Amazon faces the biggest challenge in the company’s history regarding its grievances. In country after country, workers are coming together to demand better wages and working conditions, as well as recognition of their unions. In cities, states, and countries, regulators and lawmakers are taking action to make Amazon pay for the damage to workers, our communities, and the planet.
Last year, warehouse workers in the UK went on strike. In Germany, there were strikes in locations across the country on Prime Day. In the US, Amazon delivery drivers formed the first-ever driver union and picketed for better wages, safer jobs and union recognition. Meanwhile, the Writers Guild of America won an important victory against Amazon and other film and TV studios by banning the use of technology to worsen working conditions in once-respectable jobs. Outside New Delhi, India, a mass protest by hundreds of warehouse workers forced Amazon to make major concessions. In Bangladesh, garment workers rose up with their allies around the world to demand that Amazon sign the international agreement to protect their safety. Workers at the tech headquarters in Seattle also went on strike to protest Amazon’s attempts at greenwashing.
And in Barcelona, the progressive city administration imposed a tax on Amazon’s use of “free” public space for last-mile deliveries. The Minnesota Senate passed the strongest law to protect Amazon warehouse workers in the United States. The Irish Senate passed a law prohibiting Amazon from disposing of new and unused products.
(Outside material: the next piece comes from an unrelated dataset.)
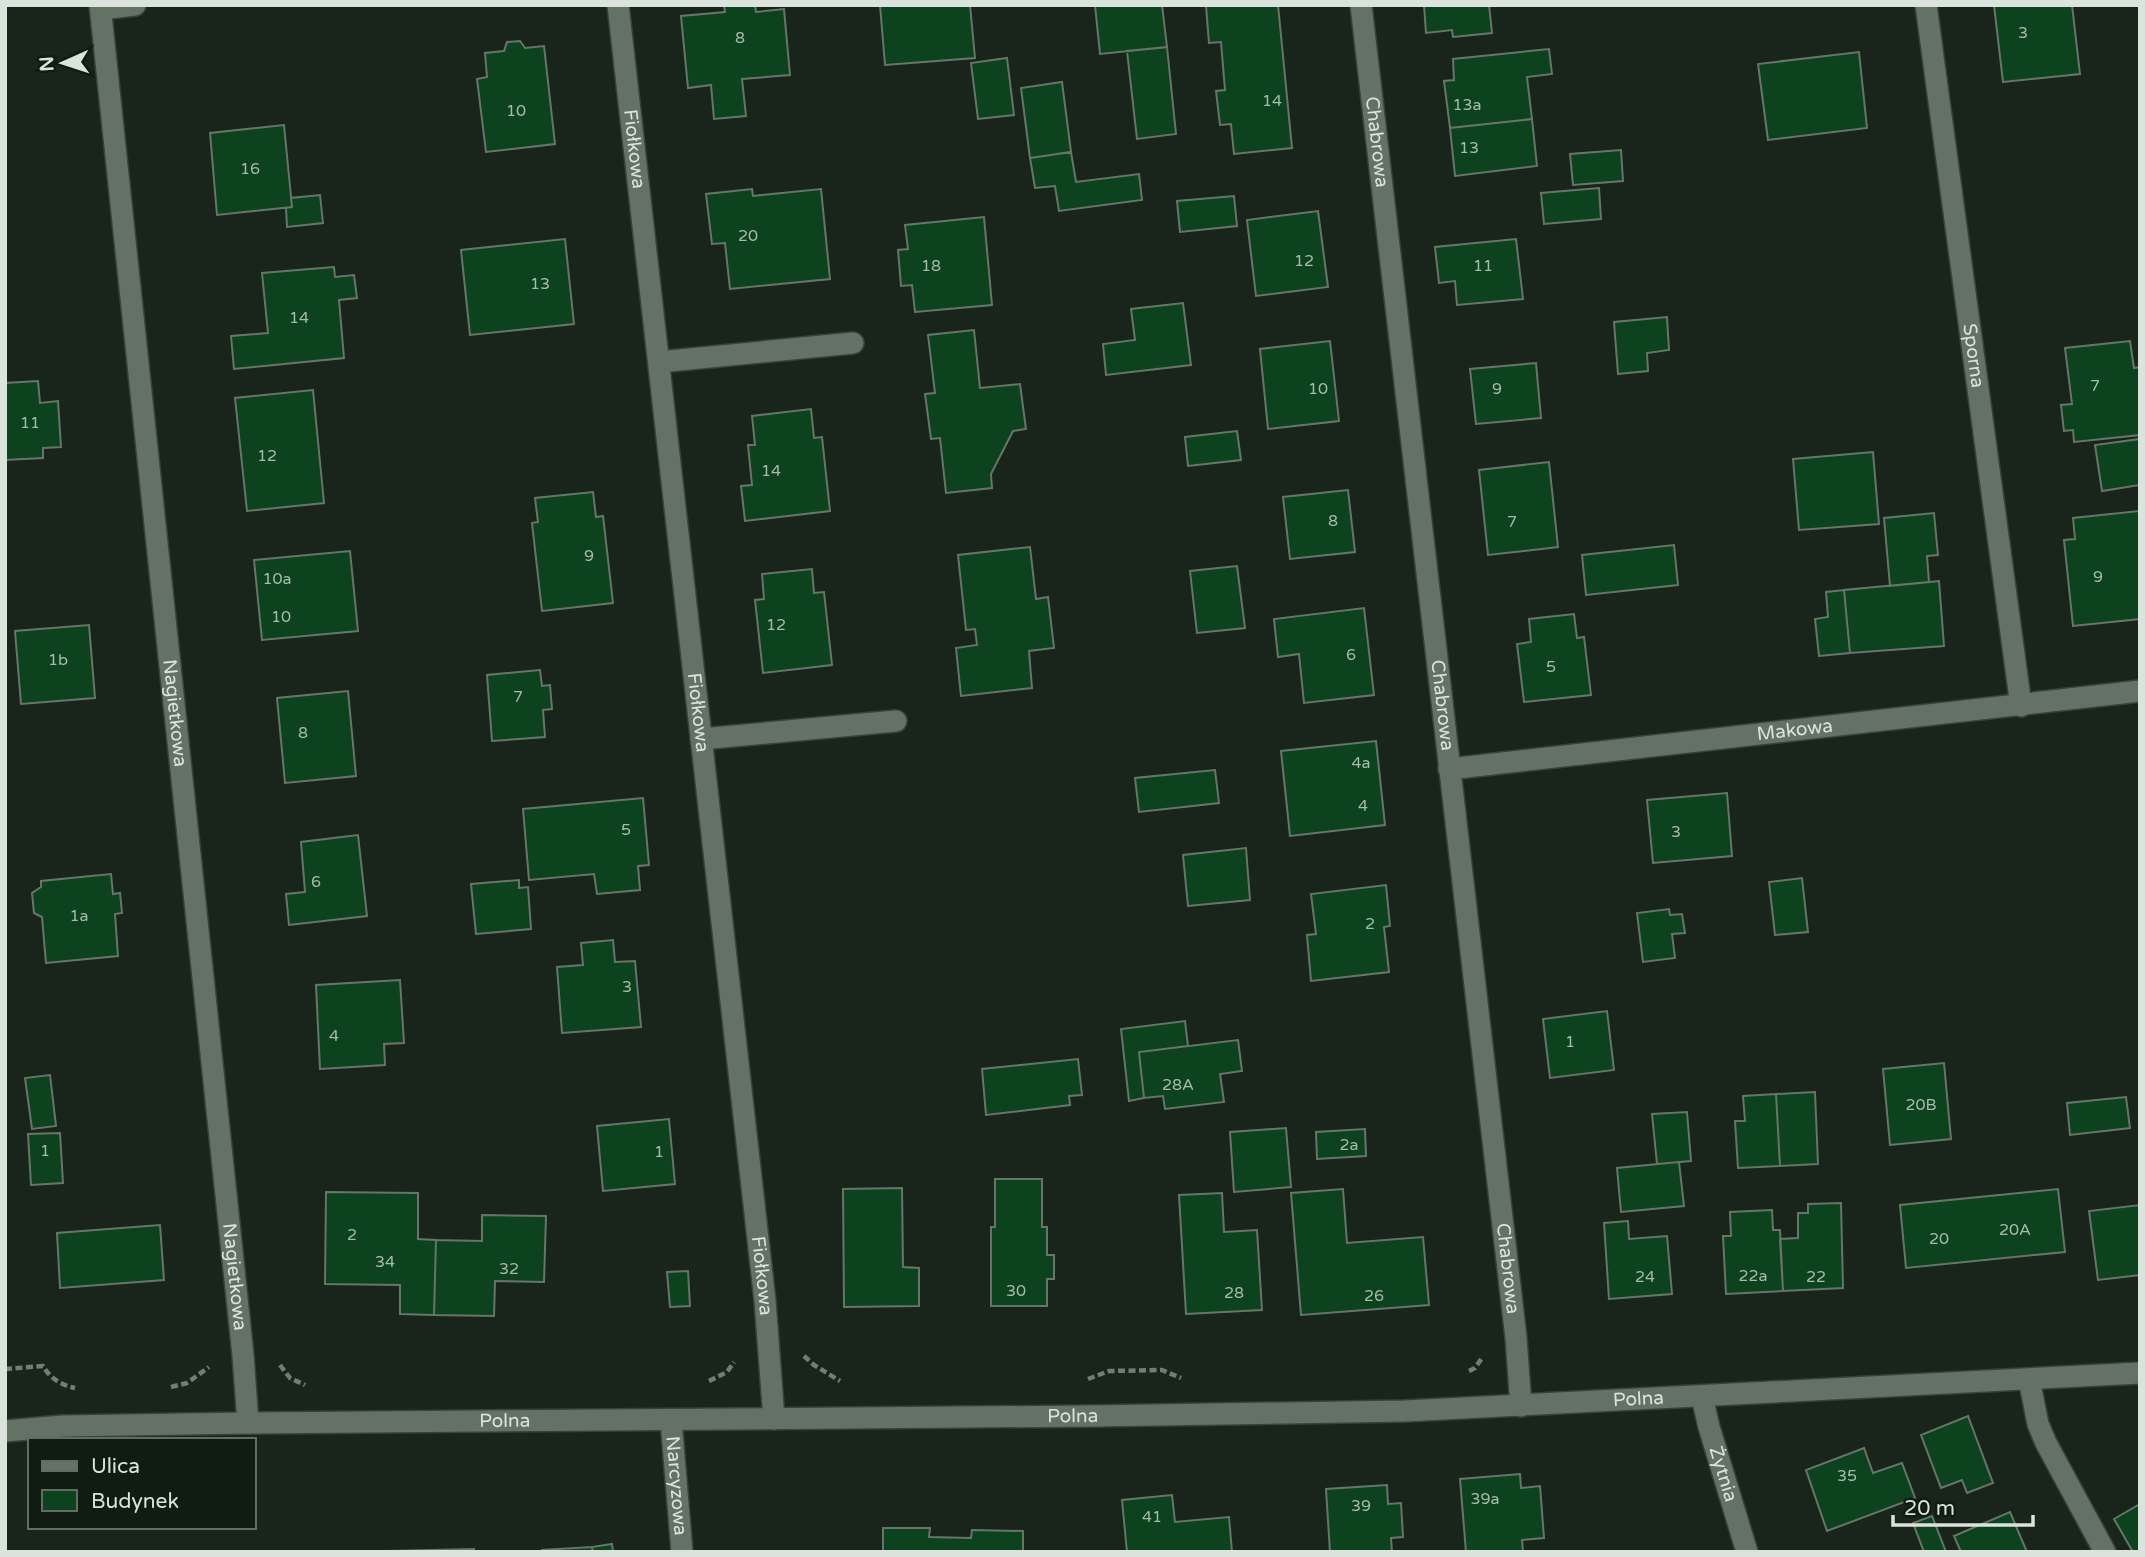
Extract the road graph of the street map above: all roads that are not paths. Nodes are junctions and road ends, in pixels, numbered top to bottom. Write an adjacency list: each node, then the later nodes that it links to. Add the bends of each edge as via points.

Antitrust investigations into Amazon are underway in both the United States and Europe, which may put an end to Amazon’s monopolistic practices.
The Make Amazon Pay campaign, co-launched by UNI and Progressive International, brings together more than 80 organizations involved in labour, tax, climate, data and racial justice, as well as more than 400 parliamentarians and tens of thousands of supporters from around the world. . Since 2020, the campaign has organized four Global Days of Action – each time expanding the global movement to stop Amazon putting pressure on workers, communities and the planet.
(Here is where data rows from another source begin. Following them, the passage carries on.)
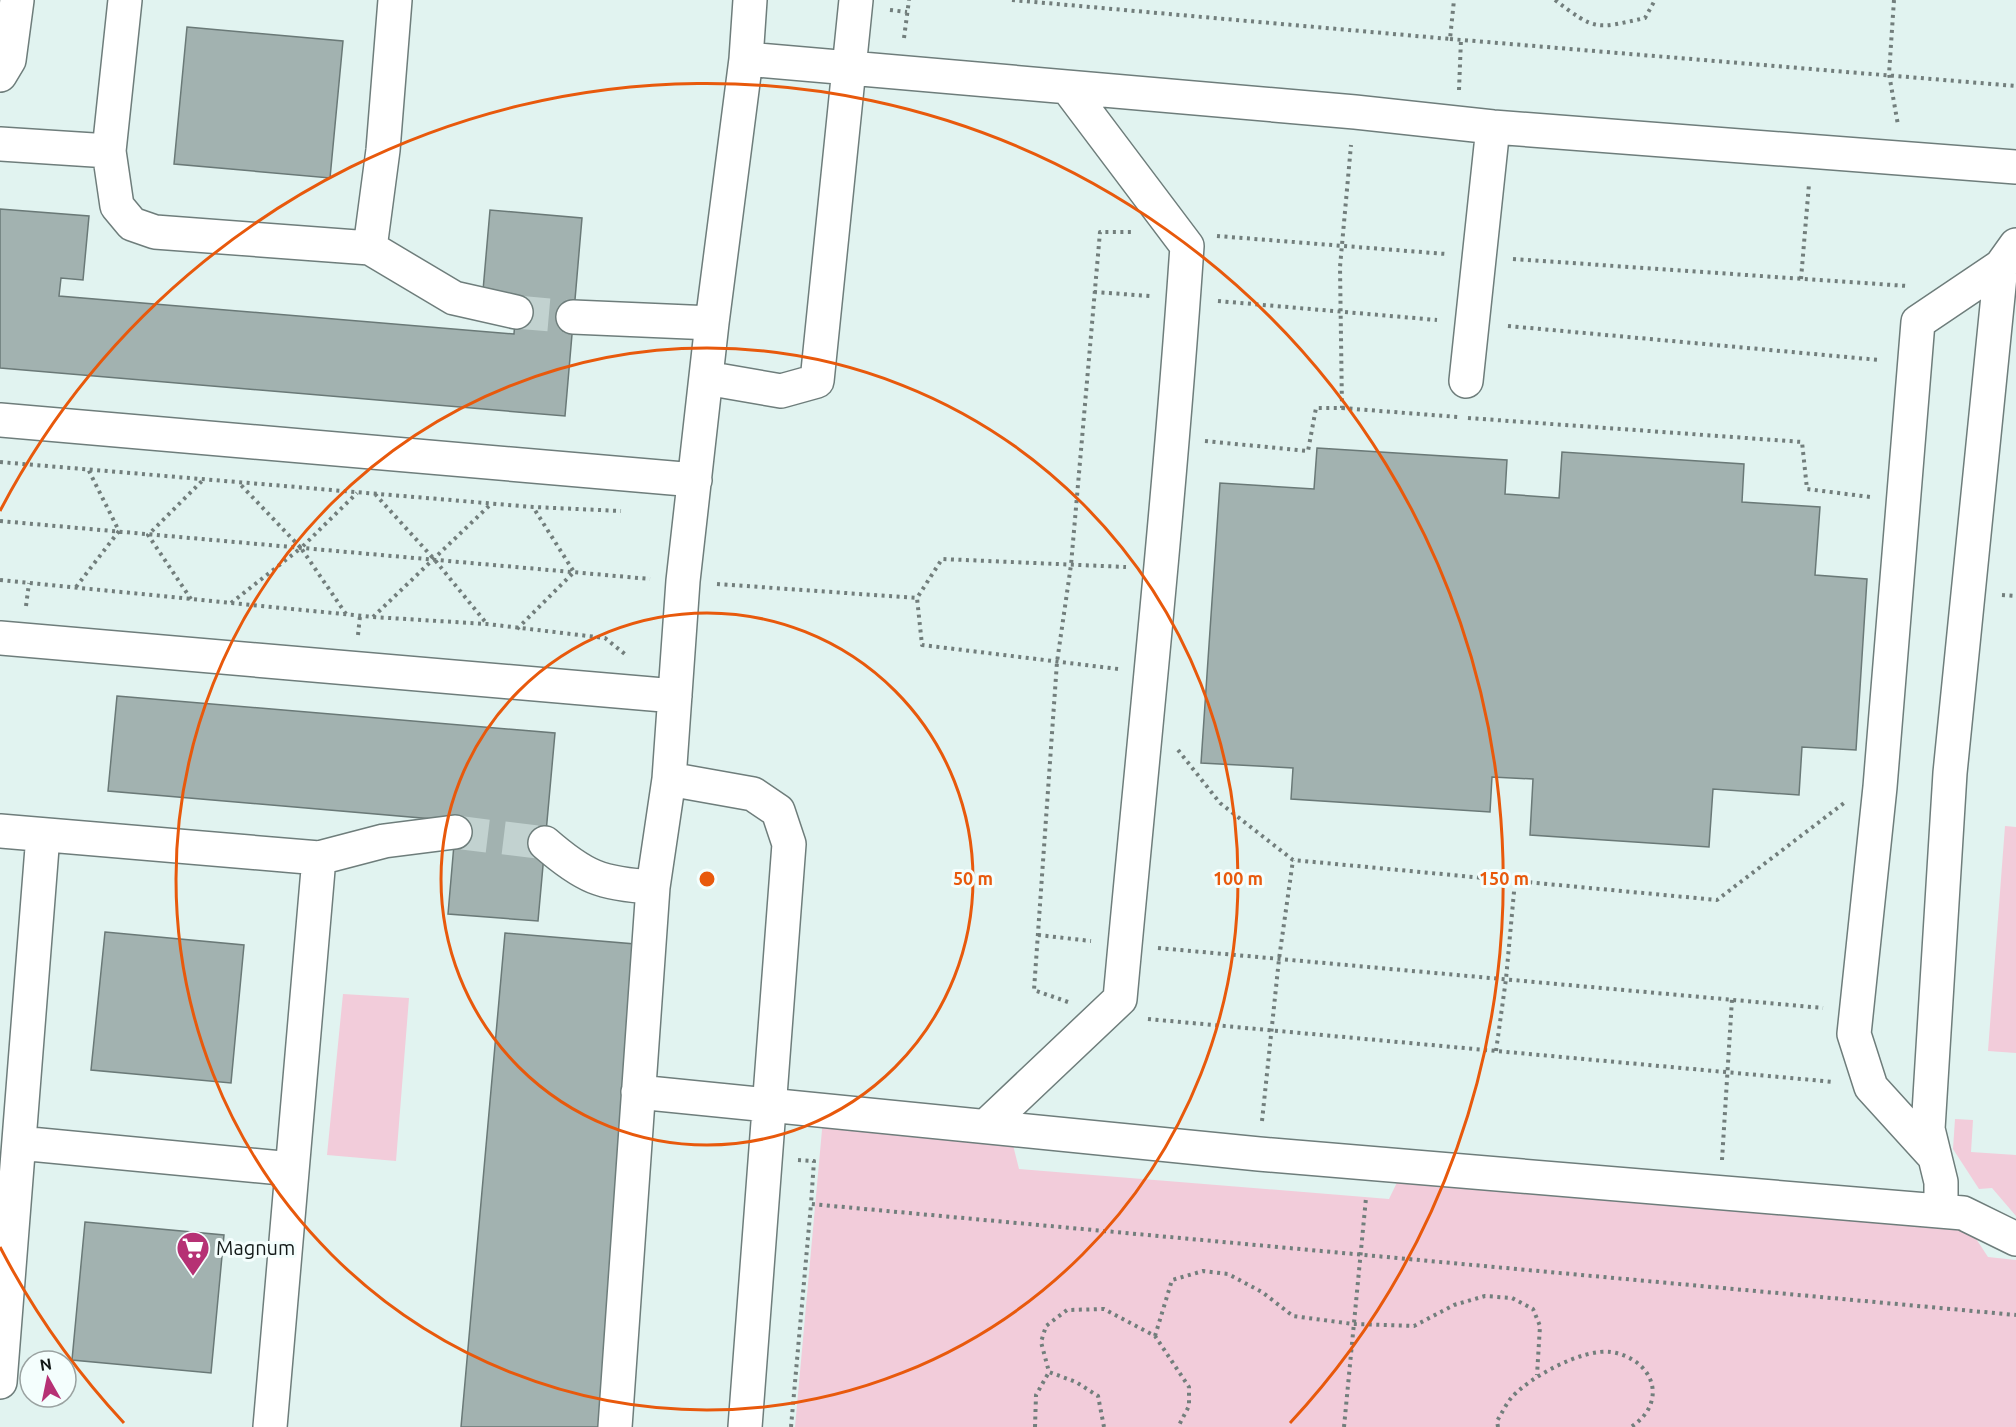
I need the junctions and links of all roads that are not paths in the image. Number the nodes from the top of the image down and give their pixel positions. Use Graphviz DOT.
graph roads {
  1 [pos="17,0"];
  2 [pos="125,0"];
  3 [pos="395,0"];
  4 [pos="750,0"];
  5 [pos="856,0"];
  6 [pos="746,59"];
  7 [pos="851,69"];
  8 [pos="0,75"];
  9 [pos="1068,88"];
  10 [pos="1493,127"];
  11 [pos="0,144"];
  12 [pos="109,151"];
  13 [pos="2016,167"];
  14 [pos="370,248"];
  15 [pos="2009,255"];
  16 [pos="516,312"];
  17 [pos="573,317"];
  18 [pos="712,323"];
  19 [pos="706,378"];
  20 [pos="1466,381"];
  21 [pos="0,420"];
  22 [pos="695,480"];
  23 [pos="0,638"];
  24 [pos="675,696"];
  25 [pos="669,779"];
  26 [pos="0,831"];
  27 [pos="455,832"];
  28 [pos="43,835"];
  29 [pos="545,843"];
  30 [pos="319,858"];
  31 [pos="653,887"];
  32 [pos="639,1092"];
  33 [pos="769,1106"];
  34 [pos="987,1125"];
  35 [pos="19,1143"];
  36 [pos="1932,1154"];
  37 [pos="292,1169"];
  38 [pos="1941,1211"];
  39 [pos="2016,1239"];
  40 [pos="0,1382"];
  41 [pos="270,1427"];
  42 [pos="615,1427"];
  43 [pos="745,1427"];
  1 -- 8 [label="lane"];
  2 -- 12 [label="lane"];
  3 -- 14 [label="lane"];
  4 -- 6 [label="lane"];
  5 -- 7 [label="lane"];
  6 -- 7 [label="lane"];
  6 -- 18 [label="lane"];
  7 -- 9 [label="lane"];
  7 -- 19 [label="lane"];
  9 -- 10 [label="lane"];
  9 -- 34 [label="lane"];
  10 -- 13 [label="lane"];
  10 -- 20 [label="lane"];
  11 -- 12 [label="lane"];
  12 -- 14 [label="lane"];
  14 -- 16 [label="lane"];
  15 -- 36 [label="lane"];
  15 -- 36 [label="lane"];
  17 -- 18 [label="lane"];
  18 -- 19 [label="lane"];
  19 -- 22 [label="lane"];
  21 -- 22 [label="lane"];
  22 -- 24 [label="lane"];
  23 -- 24 [label="lane"];
  24 -- 25 [label="lane"];
  25 -- 31 [label="lane"];
  25 -- 33 [label="lane"];
  26 -- 28 [label="lane"];
  27 -- 30 [label="lane"];
  28 -- 30 [label="lane"];
  28 -- 35 [label="lane"];
  29 -- 31 [label="lane"];
  30 -- 37 [label="lane"];
  31 -- 32 [label="lane"];
  32 -- 33 [label="lane"];
  32 -- 42 [label="lane"];
  33 -- 34 [label="lane"];
  33 -- 43 [label="lane"];
  34 -- 38 [label="lane"];
  35 -- 37 [label="lane"];
  35 -- 40 [label="lane"];
  36 -- 38 [label="lane"];
  37 -- 41 [label="lane"];
  38 -- 39 [label="lane"];
}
Speaking at the summit to make Amazon pay, US Senator Bernie Sanders said:
“No company is a better example of the corporate greed and arrogance we see in the US, UK and around the world than Amazon.
“This is a company worth over $1.3 trillion, not $1 billion, not $1 million. $1.3 trillion. This is a company that made over $12 billion in profits last year. This is a company that spent over $6 billion last year not improving people’s lives.” . its workers or make its warehouses safer, but to buy back shares to make wealthy shareholders richer. This is the company that spent more than $14 million on anti-union consultants and lawyers to prevent Amazon workers from joining a union or signing their first contract.